In the new study, they wanted to extend this analysis to also include the brain's functional circuitry. Using an advanced statistical technique, they examined how functional connections throughout the brain related to p-factor scores. They consistently found that people with higher p-factor scores also had certain brain regions that didn't work together as well—specifically four regions of the visual cortex that help us understand and recognize what we see.
When they looked deeper into the data, they found that these visual networks specifically had trouble tapping into more complex networks responsible for focus, planning and introspection.
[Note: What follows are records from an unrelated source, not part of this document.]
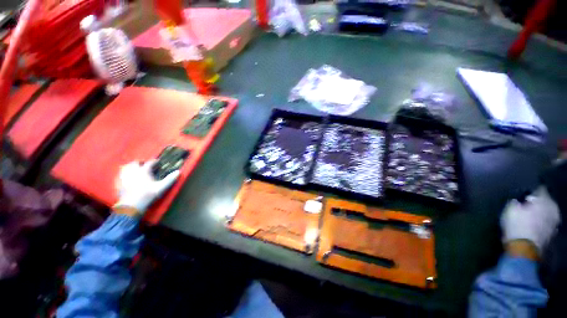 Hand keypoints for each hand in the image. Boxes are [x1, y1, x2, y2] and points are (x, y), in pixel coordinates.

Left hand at [114, 160, 179, 213]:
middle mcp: (132, 171)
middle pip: (135, 163)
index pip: (149, 163)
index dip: (154, 161)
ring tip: (135, 169)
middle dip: (140, 162)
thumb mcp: (161, 188)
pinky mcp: (118, 182)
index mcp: (143, 171)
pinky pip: (120, 174)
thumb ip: (169, 179)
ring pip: (125, 167)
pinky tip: (127, 176)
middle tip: (145, 165)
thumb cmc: (147, 195)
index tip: (157, 162)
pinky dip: (124, 173)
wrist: (131, 206)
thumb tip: (178, 172)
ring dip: (131, 166)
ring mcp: (124, 176)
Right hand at [501, 186, 560, 256]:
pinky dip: (541, 222)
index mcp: (545, 200)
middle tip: (528, 203)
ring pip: (548, 213)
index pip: (540, 189)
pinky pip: (546, 223)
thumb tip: (519, 200)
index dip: (532, 190)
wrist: (523, 248)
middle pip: (546, 201)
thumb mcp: (510, 209)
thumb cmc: (517, 224)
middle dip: (538, 202)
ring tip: (531, 214)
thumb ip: (516, 201)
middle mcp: (553, 208)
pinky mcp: (552, 233)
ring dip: (540, 213)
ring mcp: (555, 222)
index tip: (525, 191)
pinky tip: (534, 224) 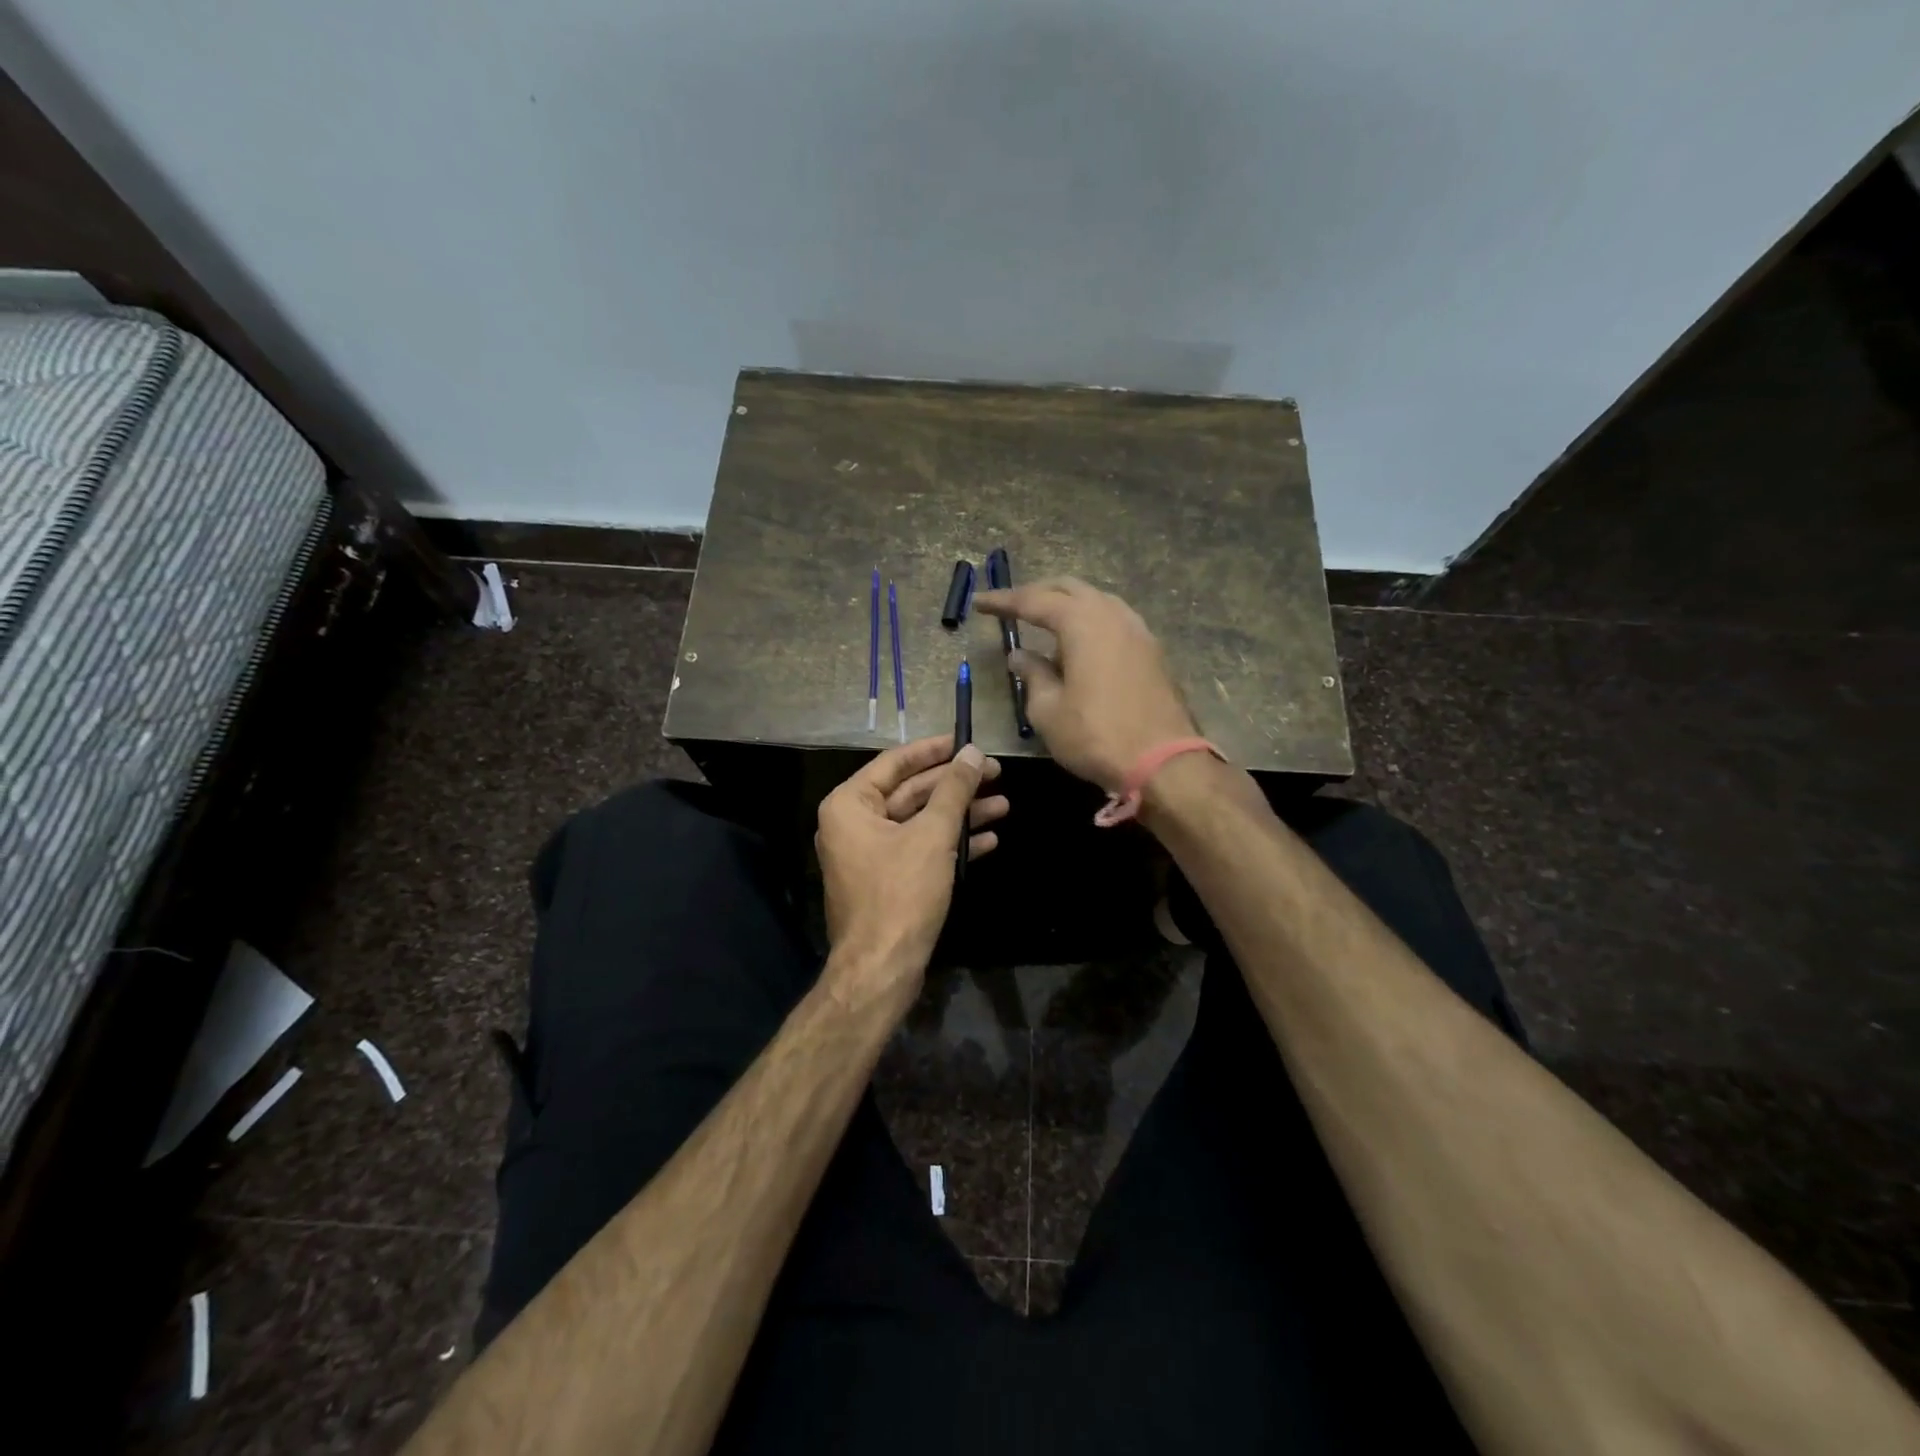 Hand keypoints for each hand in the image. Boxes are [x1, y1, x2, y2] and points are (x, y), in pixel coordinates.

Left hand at [815, 735, 1007, 990]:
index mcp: (850, 805)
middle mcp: (853, 824)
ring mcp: (869, 855)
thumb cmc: (901, 893)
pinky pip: (919, 850)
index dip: (934, 750)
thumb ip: (954, 790)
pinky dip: (950, 844)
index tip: (966, 740)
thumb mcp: (932, 835)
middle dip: (955, 785)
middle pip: (911, 792)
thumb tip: (973, 752)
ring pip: (920, 823)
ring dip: (960, 814)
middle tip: (995, 772)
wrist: (881, 968)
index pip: (895, 763)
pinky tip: (988, 840)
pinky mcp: (886, 881)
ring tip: (1003, 805)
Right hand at [973, 577, 1196, 790]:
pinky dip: (1089, 622)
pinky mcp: (1151, 650)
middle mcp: (1112, 614)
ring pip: (1096, 601)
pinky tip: (1079, 645)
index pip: (1034, 601)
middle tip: (1011, 607)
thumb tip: (1020, 655)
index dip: (1003, 601)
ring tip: (1044, 625)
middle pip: (1069, 589)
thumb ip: (1032, 675)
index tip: (979, 603)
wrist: (1164, 762)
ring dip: (1067, 606)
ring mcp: (1137, 630)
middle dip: (1037, 593)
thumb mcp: (1048, 710)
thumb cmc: (1095, 735)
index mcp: (1082, 622)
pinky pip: (1113, 620) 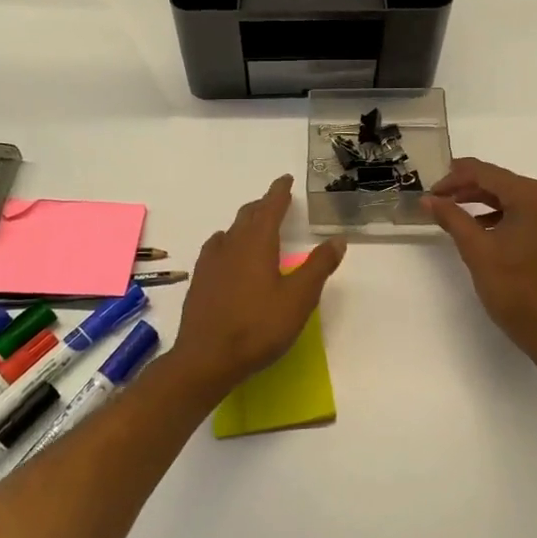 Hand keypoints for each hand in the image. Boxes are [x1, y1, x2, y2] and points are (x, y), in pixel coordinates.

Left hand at [170, 176, 344, 399]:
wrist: (206, 358)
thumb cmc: (258, 326)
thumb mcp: (299, 298)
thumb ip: (318, 267)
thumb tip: (337, 239)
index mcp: (256, 243)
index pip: (270, 207)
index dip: (279, 192)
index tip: (286, 179)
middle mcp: (230, 245)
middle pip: (247, 216)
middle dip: (263, 205)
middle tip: (276, 201)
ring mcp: (210, 263)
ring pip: (230, 232)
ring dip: (245, 224)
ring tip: (255, 227)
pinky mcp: (200, 281)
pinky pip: (217, 249)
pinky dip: (229, 242)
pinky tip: (230, 256)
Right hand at [424, 159, 536, 369]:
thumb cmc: (517, 292)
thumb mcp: (478, 252)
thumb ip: (452, 218)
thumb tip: (428, 199)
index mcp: (535, 196)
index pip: (487, 173)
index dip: (454, 178)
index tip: (430, 191)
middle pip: (503, 183)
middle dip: (468, 189)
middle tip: (438, 200)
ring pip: (516, 198)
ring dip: (485, 203)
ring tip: (455, 213)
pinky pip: (530, 213)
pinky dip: (505, 216)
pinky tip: (485, 228) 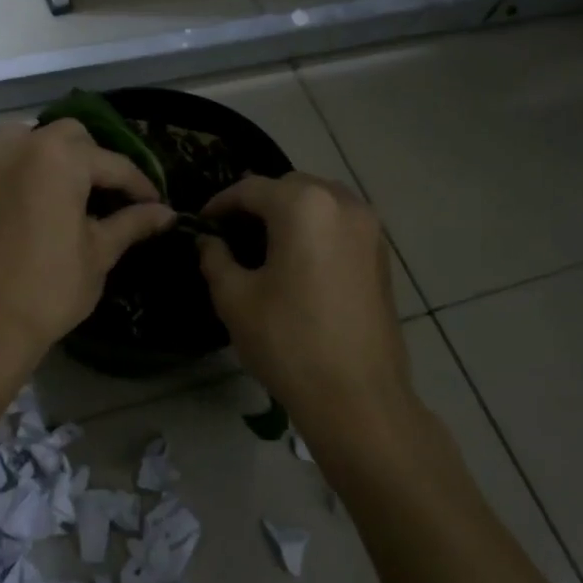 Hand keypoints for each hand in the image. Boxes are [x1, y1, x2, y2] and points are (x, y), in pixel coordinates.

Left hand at [0, 120, 175, 355]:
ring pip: (12, 139)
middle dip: (89, 157)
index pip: (112, 163)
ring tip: (50, 183)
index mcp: (59, 158)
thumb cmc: (52, 288)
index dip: (138, 184)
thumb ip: (132, 223)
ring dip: (35, 152)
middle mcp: (16, 148)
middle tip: (102, 193)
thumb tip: (166, 212)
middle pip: (63, 135)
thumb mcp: (100, 254)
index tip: (154, 204)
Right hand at [197, 173, 413, 431]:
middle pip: (290, 187)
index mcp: (304, 207)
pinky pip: (341, 224)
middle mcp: (343, 203)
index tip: (200, 222)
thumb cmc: (288, 342)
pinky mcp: (382, 255)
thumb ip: (215, 259)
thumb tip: (208, 242)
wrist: (356, 396)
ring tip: (264, 243)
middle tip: (231, 231)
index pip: (251, 189)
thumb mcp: (235, 298)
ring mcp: (370, 228)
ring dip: (290, 213)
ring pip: (320, 202)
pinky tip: (298, 260)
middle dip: (258, 203)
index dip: (220, 203)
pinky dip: (315, 229) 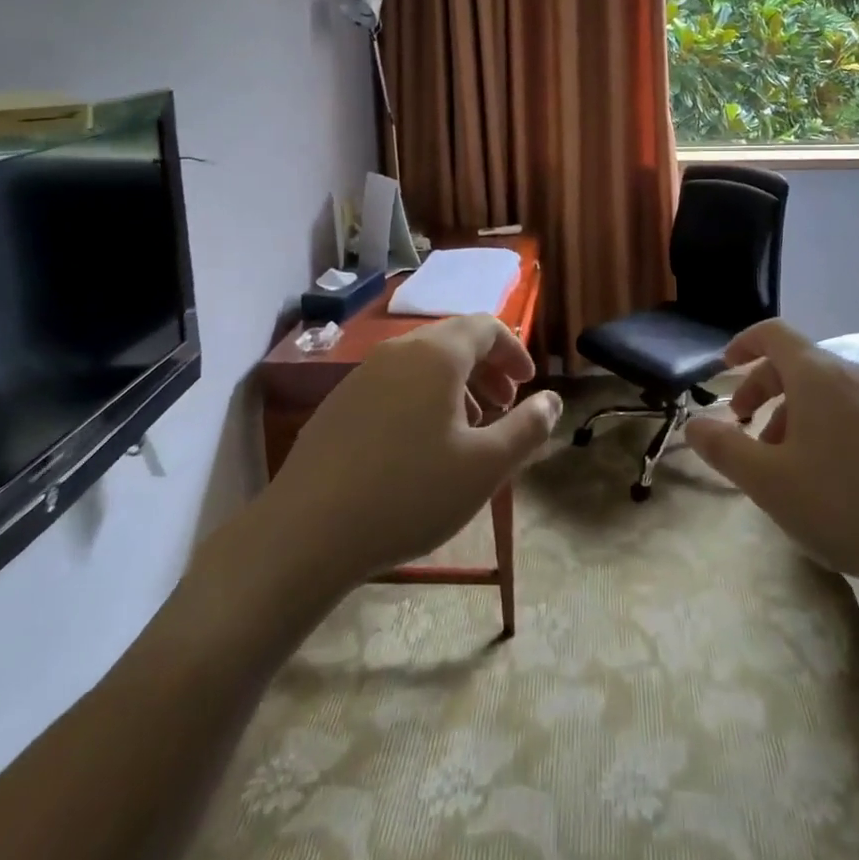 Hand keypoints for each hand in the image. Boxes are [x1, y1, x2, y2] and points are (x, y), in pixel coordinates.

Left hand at [261, 314, 558, 589]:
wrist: (306, 533)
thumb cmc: (409, 493)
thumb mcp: (485, 466)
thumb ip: (528, 428)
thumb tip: (552, 401)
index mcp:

Difficulty focusing and planning has been linked to severe forms of mental illness, such as schizophrenia and severe depression.
"We are very visual animals compared to, say, a dog or a mouse, so a big part of our attention is focused on filtering visual information," Elliott said. "And in order to filter visual information and stay focused on a task, these higher order networks need to work with your visual networks to tell it to ignore, say, the blinking light outside, and keep giving us information about what matters most for a given task at hand."
"We will never make progress in the field of psychiatry until we can understand the biological origins of these diseases in people," said Theodore Satterthwaite, an assistant professor of psychiatry at the University of Pennsylvania, who was not involved in the study. "What's exciting about this work is it shows that there may be common neural circuits that may leave people vulnerable to all sorts of disorders."
Because measuring this circuitry is simple and non-invasive—the patient merely has to relax in an MRI scanner—Satterthwaite says it may have potential to be used as a diagnostic tool in a clinical setting.
Both Elliott and Satterthwaite caution that the results must be replicated on a more diverse group than undergraduates before it can be considered generalizable to the population as a whole. The team at Duke plans to repeat the experiments on New Zealanders participating in the long-term Dunedin study.
"The more we can map the p-factor onto the brain and understand how it influences mental illness, the more we can come up with novel ways of intervening," Elliott said.